"The Allman Brothers were onto something with their lyrics, 'Lord, I was born a ramblin' man." We are wanderers upon the earth. Why? This world is broken and, though it is filled with beauty, it is still a place of loss and impermanence. Yet we have a desire within us for a more lasting home, a homesickness for a place of joy where our wandering hearts can rest free from sorrow. Our hearts yearn for such a home because 'here we have no lasting city, but we seek the city which is to come' (Hebrews 13:14).
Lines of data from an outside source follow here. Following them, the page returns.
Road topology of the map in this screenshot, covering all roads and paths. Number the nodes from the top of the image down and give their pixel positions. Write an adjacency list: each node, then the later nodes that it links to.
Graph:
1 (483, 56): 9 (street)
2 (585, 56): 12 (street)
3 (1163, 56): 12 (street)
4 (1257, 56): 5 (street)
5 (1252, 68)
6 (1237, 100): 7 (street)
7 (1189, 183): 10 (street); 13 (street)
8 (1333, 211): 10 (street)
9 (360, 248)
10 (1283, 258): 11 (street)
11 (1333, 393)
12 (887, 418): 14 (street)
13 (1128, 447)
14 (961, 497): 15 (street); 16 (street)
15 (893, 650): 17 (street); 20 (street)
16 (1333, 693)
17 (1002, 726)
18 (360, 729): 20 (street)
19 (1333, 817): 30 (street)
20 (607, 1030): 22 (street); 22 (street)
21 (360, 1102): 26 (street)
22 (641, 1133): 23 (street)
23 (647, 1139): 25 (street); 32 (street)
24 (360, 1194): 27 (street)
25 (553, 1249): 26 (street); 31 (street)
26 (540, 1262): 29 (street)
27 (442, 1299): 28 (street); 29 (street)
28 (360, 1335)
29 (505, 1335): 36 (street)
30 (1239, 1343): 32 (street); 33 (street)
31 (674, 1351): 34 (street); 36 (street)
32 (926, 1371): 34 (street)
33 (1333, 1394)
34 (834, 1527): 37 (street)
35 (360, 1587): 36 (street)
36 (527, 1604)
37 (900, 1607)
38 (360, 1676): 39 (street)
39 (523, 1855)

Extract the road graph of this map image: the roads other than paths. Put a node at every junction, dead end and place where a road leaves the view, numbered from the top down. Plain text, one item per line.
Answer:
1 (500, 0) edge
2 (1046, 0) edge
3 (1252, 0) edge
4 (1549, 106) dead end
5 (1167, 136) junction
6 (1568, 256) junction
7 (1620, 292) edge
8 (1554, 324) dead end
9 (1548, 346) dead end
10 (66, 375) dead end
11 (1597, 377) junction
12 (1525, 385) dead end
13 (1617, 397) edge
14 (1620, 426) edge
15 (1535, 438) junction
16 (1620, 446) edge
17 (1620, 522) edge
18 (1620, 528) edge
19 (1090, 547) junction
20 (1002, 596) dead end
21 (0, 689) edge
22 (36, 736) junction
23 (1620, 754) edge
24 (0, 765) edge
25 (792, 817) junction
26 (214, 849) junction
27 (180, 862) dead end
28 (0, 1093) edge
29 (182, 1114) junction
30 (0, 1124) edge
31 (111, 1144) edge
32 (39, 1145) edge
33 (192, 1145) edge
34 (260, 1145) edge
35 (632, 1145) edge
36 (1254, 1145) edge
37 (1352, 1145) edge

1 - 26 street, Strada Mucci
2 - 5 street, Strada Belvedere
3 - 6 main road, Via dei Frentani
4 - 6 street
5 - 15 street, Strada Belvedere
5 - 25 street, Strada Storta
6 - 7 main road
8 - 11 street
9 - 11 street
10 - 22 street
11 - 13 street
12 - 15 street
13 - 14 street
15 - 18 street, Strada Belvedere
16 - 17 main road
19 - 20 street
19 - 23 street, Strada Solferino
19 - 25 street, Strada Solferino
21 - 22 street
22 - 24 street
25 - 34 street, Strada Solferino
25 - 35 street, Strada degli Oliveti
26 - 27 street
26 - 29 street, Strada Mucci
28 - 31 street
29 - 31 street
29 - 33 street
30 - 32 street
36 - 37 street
"In this life, we experience the loss of what we once knew and loved. Bereft, we become wanderers. In The Wanderer, an Anglo-Saxon poet considers, with agonizing sorrow and relentless nostalgia, 'this dark life' that is now deprived of the joys he had once known. His lord and king has been laid in the earth, his friends and companions slain, while he himself, over the sea 'suffers long / Stirring his hands in the frosty swell, / The way of exile.' He has become a weary wanderer in the midst of his life. He has come to know our life as the life of a wanderer. The only road or way that he knows is that of exile."
In a recent commentary, Brother Damian Day, O.P., reflected on our wandering hearts and feet and our striving to find our way to our homeland and on how that "path is Jesus Christ Himself" ("the Way" - which includes the Way of the Cross).